Es curioso comprobar cómo nos habituamos a lo que es irracional e injusto. Puede llegar un momento en el que algo tan increíble como el fenómeno que aquí describo sea contemplado y vivido como algo natural e inevitable. ¿Por qué inevitable? No hace falta darle muchas vueltas a las soluciones. Están ahí, al alcance de la mano. Basta que funcione el hospital el sábado y domingo como funciona los demás días de la semana. ¿Sabe el pulmón de un paciente cuándo es martes y cuándo domingo? ¿Distingue un riñón dañado el jueves y el sábado? ¿Diferencia el corazón enfermo los meses de agosto y noviembre?

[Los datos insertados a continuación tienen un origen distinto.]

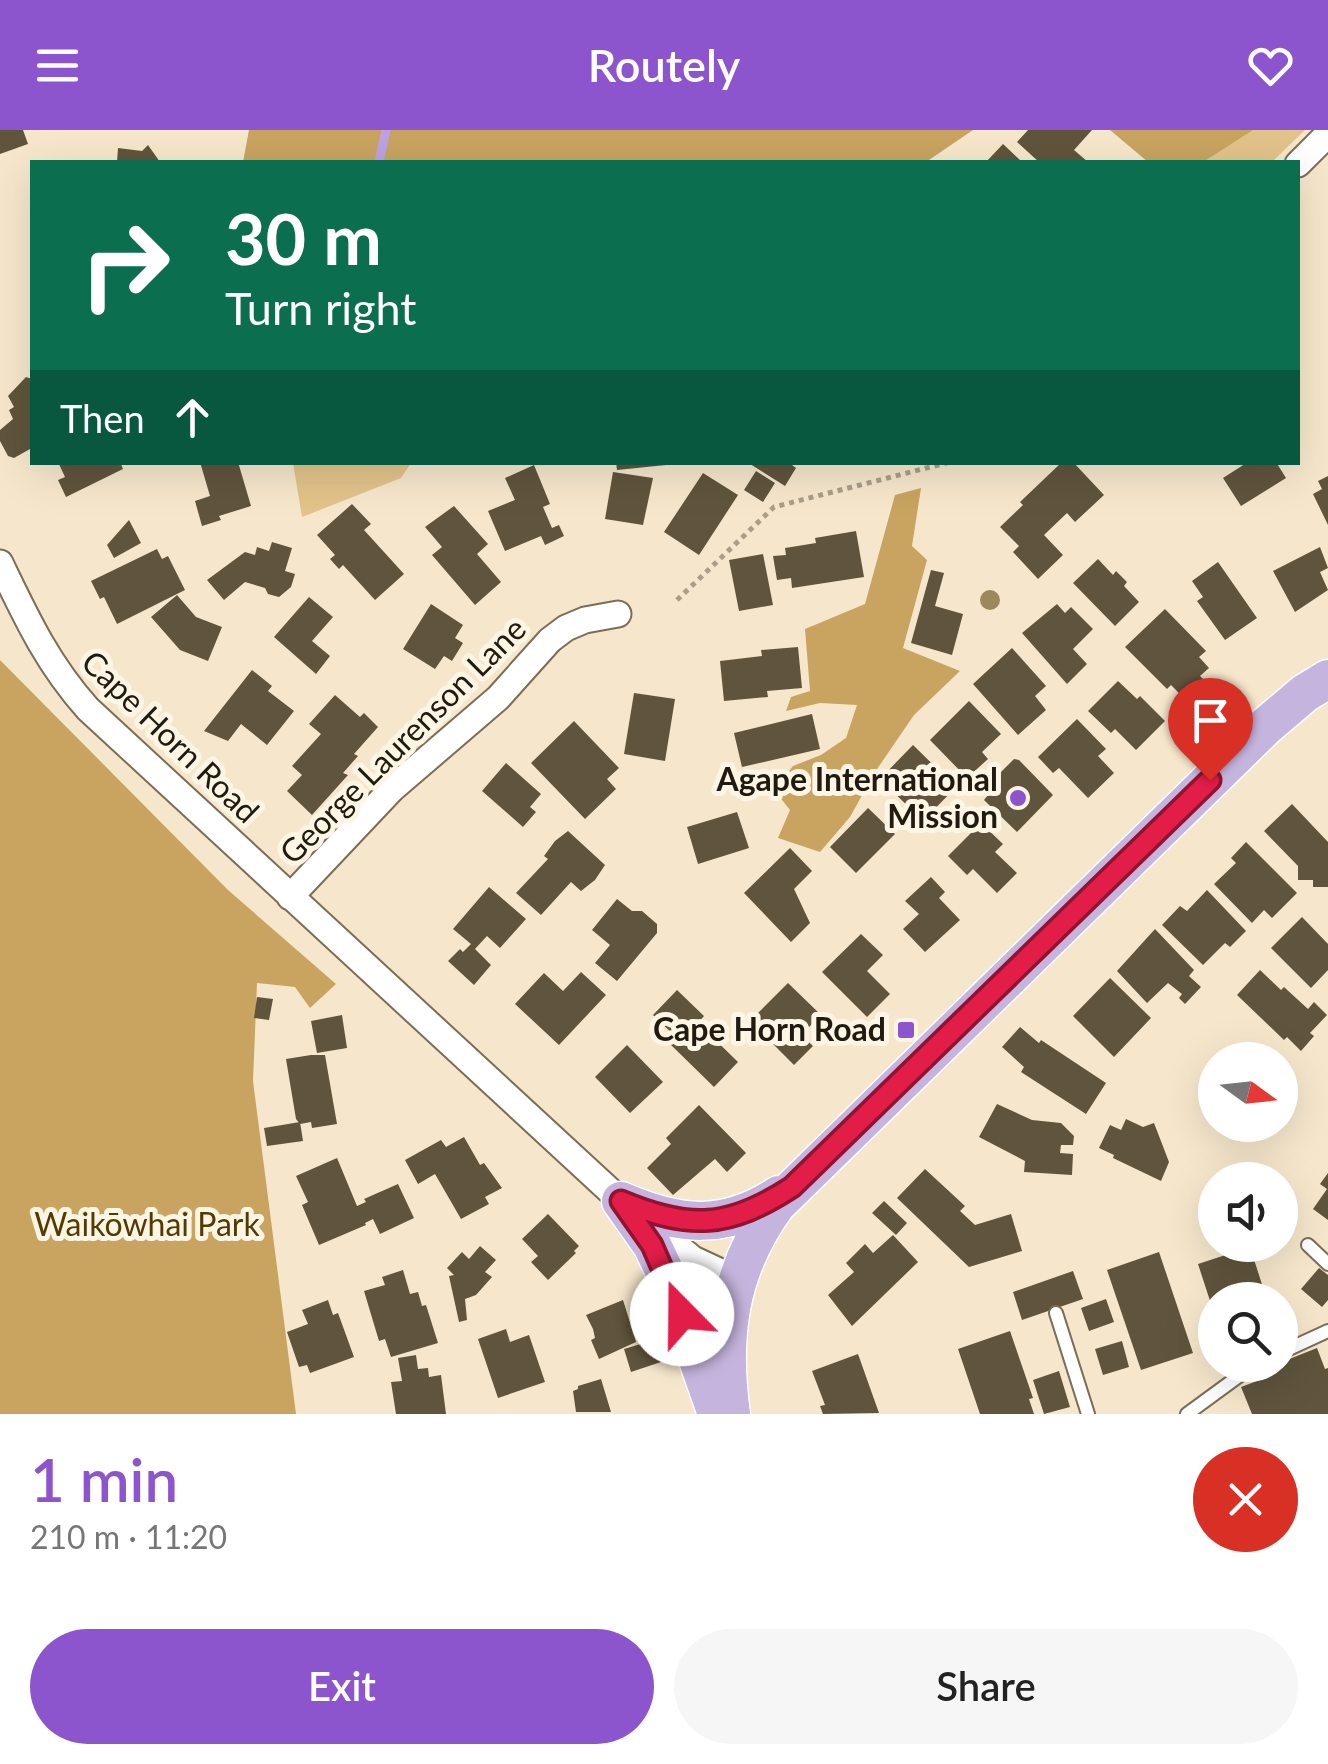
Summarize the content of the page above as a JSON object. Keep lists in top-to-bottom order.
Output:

Las autoridades sanitarias no pueden mirar para otra parte. Y, cuando miran donde deben, han de hacerlo simultáneamente a los profesionales de la salud y a los pacientes. ¿Cómo pueden tolerar una semana tras otra, un mes tras otro, un año tras otro, esta situación inadmisible?

Un familiar muy querido ha estado hospitalizado consecutivamente en dos hospitales de Madrid. Hemos vivido con desazón estos paréntesis de desaceleración de la atención sanitaria, estos regulares vaivenes de intensidad atencional.

En propia carne y en carne ajena todos hemos vivido esta desagradable experiencia. Se perpetúa porque se evitan con las guardias los desenlaces fatales. Me gustaría saber, no obstante, si hay alguna diferencia significativa en los fallecimientos que se producen entre semana y en fin de semana, en período de vacaciones y en períodos de normalidad. Claro que los períodos más problemáticos son los fines de semana en períodos de vacaciones, los fines de semana de agosto, por ejemplo. No sé por qué, en esas fechas, no mandan a los pacientes a sus casas o a un Hotel cercano a darse un garbeo. ¡Para lo que hacen en el hospital!